The Title “First” Given to the Fifth Commandment
September 1, 2024•290 words
In the amplification of this reason, the apostle calls the commandment of honoring parents the “first commandment with promise,” [Eph. 6:2] to show that it is the first which has a particular promise added to it, so it is the first that God gave of any duty to be performed to man. The very order of the Decalogue shows the truth of this. The reason is clear; honor due to parents is the ground of all the duties required in the second table, for if duty is not performed to those who we are bound to by some peculiar bond, may we think that it will be performed to those who we are bound to at large? Now our parents are the persons to whom we are first and most obligated of all, and to whom we owe our first duty. They therefore who are rebellious against their parents, and refuse to do their duty to them, will hardly perform duty to any other. There is little hope that a disobedient child will prove a profitable member in church or nation. Absalom, who was a rebellious child, proved only to be a traitorous subject, and Hophni and Phinehas, who refused to hear the voice of their father, proved only sacrilegious priests.

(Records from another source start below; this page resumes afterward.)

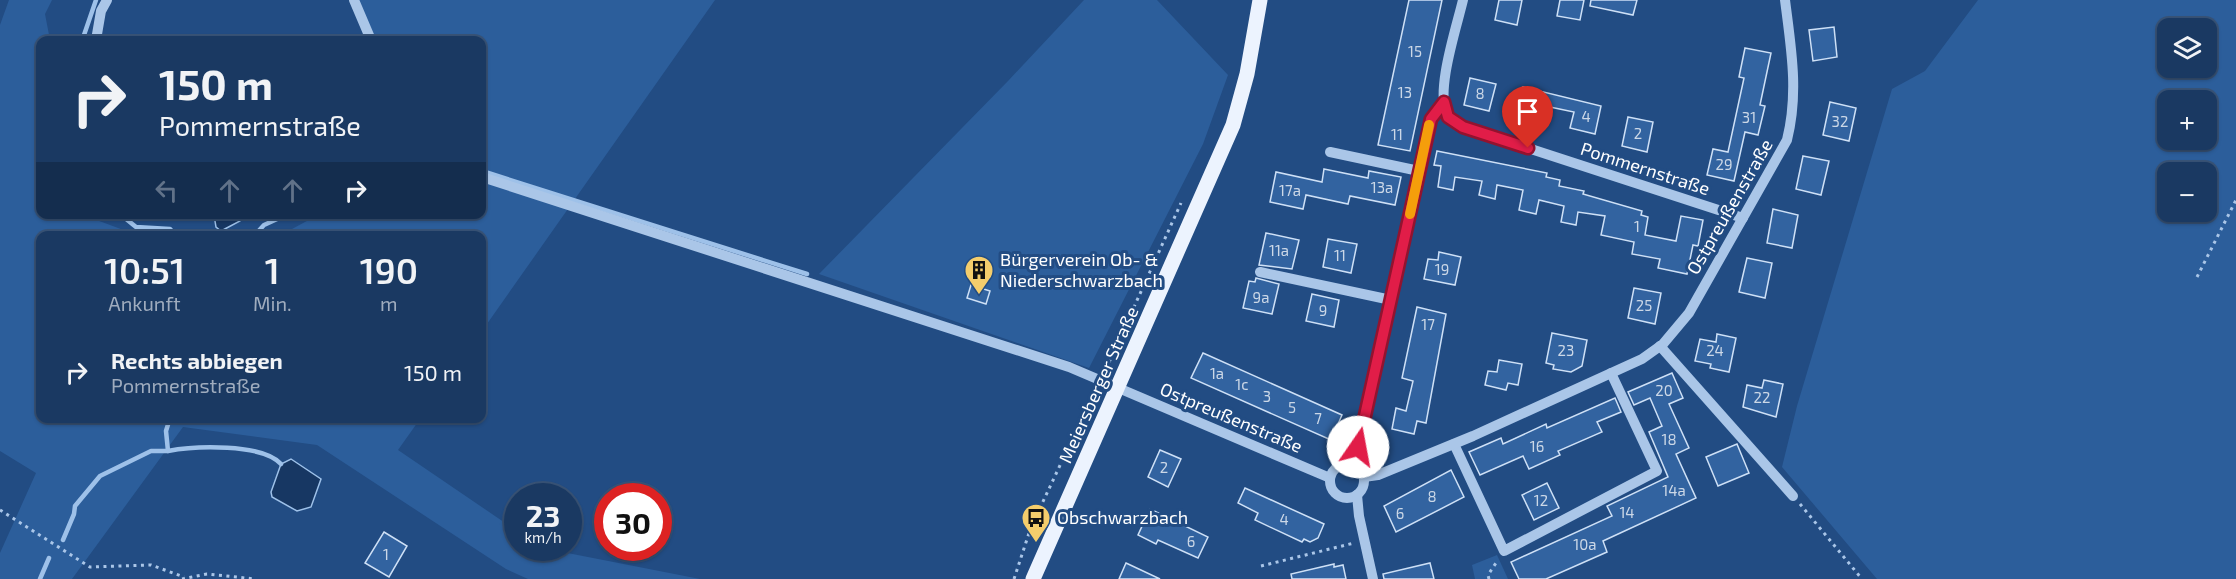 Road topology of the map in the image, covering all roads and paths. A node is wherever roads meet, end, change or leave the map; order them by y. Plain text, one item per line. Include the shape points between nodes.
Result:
1 (107, 0) edge
2 (354, 0) edge
3 (1260, 0) edge
4 (1463, 0) edge
5 (1785, 0) edge
6 (97, 36) edge
7 (368, 36) edge
8 (1444, 102) junction
9 (1330, 152) dead end
10 (1419, 171) junction
11 (486, 178) edge
12 (1183, 198) dead end
13 (2236, 200) edge
14 (1743, 218) junction
15 (1260, 272) dead end
16 (2197, 277) dead end
17 (1391, 300) junction
18 (1660, 346) junction
19 (1611, 373) junction
20 (1100, 381) junction
21 (1119, 389) junction
22 (1454, 444) junction
23 (1350, 464) junction
24 (1364, 477) junction
25 (1330, 478) junction
26 (1357, 495) junction
27 (1793, 496) joint
28 (0, 510) edge
29 (1364, 541) junction
30 (1503, 551) junction
31 (1261, 566) dead end
32 (183, 578) edge
33 (255, 579) edge
34 (1014, 579) edge
35 (1033, 579) edge
36 (1373, 579) edge
37 (1489, 579) edge
38 (1862, 579) edge

1 - 6 street via 100,11
2 - 7 street
3 - 21 main road, Meiersberger Straße via 1233,125
4 - 8 street via 1444,82
5 - 14 street, Ostpreußenstraße via 1795,81 1794,111 1788,140
8 - 10 street via 1431,119
8 - 14 street, Pommernstraße via 1448,117 1463,127
9 - 10 street
10 - 17 street
11 - 20 street, Ostpreußenstraße via 1069,367
12 - 20 path
13 - 16 path
14 - 18 street, Ostpreußenstraße via 1689,313
15 - 17 street
17 - 23 street via 1358,447
18 - 19 street, Ostpreußenstraße
18 - 27 street
19 - 22 street, Ostpreußenstraße
19 - 30 street via 1657,471
20 - 21 street, Ostpreußenstraße
20 - 34 path via 1034,520
21 - 25 street, Ostpreußenstraße
21 - 35 main road, Meiersberger Straße
22 - 24 street, Ostpreußenstraße via 1378,476
22 - 30 street
23 - 24 street via 1357,466
23 - 25 street via 1337,467
24 - 26 street
25 - 26 street via 1338,496
26 - 29 street
27 - 38 path
28 - 32 path via 90,567 151,565
29 - 31 path
29 - 36 street
30 - 37 path
32 - 33 path via 207,574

Therefore, if we aim to conscientiously keep any precept of the second table of the law—and we should keep all, for the same Lawmaker gave all, and Christ has said that “the second” table is “like unto” the first (Matt. 22:39)—then this command of honoring father and mother should be kept above the rest, at least if we may make distinctions about keeping any.
—William Gouge, 'Building a Godly Home vol. 3: A Holy Vision for Raising Children', 80–81.